The interrogation tactic known as waterboarding, or simulated drowning, has grabbed headlines in recent weeks and stirred legal and ethical debates. Malcolm Nance, a former Navy Seals instructor and Neil Livingstone, CEO of Executive Action, answered your questions on the controversial technique.
Aside from the question of whether you get reliable information from torture, hasn't it historically provoked waves of anger and hatred that virtually guarentees more bloodshed and death?
Malcolm Nance responds:
Absolutely. It has proven to be a vehicle for outrage and disgust. This is what we taught our students to understand that world disgust at any torture they would experience would lessen the torture as news filtered out. Those days may be over as a defense for our soldiers unless we turn around and renounce it at all levels and convince the world to believe us.

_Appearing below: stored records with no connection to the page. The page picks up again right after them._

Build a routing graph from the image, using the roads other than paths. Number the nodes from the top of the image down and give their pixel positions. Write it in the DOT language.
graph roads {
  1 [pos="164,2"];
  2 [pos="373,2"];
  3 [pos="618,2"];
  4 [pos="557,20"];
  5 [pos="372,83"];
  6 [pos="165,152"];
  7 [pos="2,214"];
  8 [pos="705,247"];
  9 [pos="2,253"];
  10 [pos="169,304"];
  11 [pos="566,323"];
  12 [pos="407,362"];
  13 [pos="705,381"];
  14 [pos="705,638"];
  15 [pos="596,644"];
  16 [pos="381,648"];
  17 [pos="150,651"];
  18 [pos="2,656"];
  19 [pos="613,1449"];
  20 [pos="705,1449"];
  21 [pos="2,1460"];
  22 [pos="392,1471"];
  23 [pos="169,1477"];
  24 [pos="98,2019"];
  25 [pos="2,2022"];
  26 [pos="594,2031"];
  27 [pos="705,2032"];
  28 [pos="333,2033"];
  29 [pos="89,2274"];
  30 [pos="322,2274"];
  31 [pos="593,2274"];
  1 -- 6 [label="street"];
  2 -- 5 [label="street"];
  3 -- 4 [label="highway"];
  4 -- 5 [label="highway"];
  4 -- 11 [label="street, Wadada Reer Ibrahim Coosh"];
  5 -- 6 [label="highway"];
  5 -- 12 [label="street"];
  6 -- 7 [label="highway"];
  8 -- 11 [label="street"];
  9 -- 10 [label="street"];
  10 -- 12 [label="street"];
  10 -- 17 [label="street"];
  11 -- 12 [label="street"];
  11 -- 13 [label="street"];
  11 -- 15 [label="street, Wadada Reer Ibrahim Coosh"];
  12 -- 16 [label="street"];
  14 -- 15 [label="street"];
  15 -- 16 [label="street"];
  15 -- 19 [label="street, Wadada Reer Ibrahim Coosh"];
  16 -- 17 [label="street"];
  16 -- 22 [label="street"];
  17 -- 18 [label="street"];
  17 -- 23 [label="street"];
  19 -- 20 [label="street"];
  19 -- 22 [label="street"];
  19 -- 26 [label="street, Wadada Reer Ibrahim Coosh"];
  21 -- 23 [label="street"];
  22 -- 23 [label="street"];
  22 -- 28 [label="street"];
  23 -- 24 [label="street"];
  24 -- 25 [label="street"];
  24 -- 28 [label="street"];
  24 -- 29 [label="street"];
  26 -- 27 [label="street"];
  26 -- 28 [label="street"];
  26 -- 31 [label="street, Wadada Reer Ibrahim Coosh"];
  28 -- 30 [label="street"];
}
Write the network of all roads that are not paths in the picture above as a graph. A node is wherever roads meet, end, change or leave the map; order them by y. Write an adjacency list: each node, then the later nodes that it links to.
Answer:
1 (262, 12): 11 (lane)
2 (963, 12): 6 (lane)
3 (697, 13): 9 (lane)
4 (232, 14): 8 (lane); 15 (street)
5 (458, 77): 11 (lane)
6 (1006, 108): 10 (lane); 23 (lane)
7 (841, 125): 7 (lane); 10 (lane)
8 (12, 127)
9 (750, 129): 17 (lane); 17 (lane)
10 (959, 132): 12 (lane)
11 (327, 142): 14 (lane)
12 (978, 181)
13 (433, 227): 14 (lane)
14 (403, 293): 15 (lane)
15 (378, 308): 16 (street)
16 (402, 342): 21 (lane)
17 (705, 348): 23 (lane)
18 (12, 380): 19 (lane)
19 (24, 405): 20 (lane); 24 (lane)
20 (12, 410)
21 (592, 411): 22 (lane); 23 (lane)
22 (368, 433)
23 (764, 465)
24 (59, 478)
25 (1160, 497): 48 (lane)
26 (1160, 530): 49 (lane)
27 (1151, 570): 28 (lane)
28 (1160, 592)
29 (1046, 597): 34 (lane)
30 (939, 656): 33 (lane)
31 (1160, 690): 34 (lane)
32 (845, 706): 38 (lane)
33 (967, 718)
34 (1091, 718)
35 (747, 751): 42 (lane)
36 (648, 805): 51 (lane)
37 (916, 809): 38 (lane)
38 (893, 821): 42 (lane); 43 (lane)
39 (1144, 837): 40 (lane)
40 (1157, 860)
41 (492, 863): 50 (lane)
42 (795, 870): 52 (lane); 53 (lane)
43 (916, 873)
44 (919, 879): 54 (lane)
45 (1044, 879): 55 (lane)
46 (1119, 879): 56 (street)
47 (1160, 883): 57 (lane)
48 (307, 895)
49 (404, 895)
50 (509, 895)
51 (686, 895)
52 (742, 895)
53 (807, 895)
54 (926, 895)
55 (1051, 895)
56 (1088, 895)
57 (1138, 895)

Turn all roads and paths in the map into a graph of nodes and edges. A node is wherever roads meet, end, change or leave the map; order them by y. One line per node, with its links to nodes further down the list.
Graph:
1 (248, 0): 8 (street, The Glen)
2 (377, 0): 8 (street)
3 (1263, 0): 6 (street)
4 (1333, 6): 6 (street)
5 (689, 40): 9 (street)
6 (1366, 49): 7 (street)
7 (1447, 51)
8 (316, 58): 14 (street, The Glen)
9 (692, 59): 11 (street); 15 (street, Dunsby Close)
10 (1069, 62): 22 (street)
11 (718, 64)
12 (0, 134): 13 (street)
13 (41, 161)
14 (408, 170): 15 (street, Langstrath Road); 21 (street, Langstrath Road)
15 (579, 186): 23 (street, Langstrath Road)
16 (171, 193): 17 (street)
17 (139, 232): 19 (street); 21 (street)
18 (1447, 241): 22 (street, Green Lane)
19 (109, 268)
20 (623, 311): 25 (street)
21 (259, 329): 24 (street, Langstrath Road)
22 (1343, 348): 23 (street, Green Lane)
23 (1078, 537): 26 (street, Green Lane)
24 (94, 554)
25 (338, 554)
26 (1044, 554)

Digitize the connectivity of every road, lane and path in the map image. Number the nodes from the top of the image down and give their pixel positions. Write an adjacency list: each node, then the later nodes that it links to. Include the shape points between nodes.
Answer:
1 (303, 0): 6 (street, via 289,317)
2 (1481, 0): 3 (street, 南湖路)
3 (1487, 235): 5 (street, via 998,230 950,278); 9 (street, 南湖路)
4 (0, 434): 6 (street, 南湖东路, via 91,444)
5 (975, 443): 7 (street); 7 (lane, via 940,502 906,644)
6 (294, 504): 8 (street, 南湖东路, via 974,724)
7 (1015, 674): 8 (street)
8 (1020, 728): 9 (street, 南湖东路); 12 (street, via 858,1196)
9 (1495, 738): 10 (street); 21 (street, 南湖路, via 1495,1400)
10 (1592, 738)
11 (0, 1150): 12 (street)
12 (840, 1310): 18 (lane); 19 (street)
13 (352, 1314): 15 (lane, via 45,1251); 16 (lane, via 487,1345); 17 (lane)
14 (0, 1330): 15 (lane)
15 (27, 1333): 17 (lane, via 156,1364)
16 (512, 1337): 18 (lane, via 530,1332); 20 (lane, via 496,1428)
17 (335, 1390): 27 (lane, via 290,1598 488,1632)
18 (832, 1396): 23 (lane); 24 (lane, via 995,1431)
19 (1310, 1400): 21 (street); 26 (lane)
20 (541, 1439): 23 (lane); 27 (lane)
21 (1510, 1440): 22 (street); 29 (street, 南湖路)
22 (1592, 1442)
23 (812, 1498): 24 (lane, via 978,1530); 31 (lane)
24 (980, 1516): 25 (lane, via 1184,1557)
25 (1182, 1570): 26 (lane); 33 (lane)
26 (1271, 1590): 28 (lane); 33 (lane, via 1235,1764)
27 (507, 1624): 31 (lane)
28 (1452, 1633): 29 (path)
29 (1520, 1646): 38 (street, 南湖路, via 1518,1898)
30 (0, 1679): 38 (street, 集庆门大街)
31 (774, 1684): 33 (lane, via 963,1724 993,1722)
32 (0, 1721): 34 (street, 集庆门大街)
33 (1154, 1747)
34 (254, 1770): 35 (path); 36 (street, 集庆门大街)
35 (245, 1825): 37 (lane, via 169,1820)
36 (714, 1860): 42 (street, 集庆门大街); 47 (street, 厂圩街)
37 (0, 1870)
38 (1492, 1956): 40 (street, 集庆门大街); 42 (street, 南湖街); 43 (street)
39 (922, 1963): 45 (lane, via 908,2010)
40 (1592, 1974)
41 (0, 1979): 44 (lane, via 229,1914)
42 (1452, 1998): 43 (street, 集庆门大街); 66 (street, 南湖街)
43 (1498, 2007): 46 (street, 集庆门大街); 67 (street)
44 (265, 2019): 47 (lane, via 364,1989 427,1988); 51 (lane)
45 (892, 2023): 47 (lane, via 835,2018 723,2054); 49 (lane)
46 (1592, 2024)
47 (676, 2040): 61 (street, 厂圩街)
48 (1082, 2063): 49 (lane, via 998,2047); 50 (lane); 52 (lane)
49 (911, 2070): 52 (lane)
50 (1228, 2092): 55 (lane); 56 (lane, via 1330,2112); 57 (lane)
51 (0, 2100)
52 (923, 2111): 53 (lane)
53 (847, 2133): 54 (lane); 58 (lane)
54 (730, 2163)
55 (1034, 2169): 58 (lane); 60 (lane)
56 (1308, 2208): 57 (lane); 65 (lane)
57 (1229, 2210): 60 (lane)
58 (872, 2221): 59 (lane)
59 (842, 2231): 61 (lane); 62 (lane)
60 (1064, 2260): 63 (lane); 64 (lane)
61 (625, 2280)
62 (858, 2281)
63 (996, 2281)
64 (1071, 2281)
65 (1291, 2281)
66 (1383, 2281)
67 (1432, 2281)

Neil Livingstone responds:
Mr. O'Donnell is correct that torture has provoked anger when used against the troops of a country that is a signatory to the Geneva conventions. Terrorists are not signatories nor are they recognized combatants. They kill the innocent, often in very gruesome ways; think Daniel Pearl. They have already tortured our soldiers in Iraq and Afghanistan, thus if we use extreme forms of duress, which I am not necessarily recommending, it is unlikely to provoke any additional problems that we do not already have.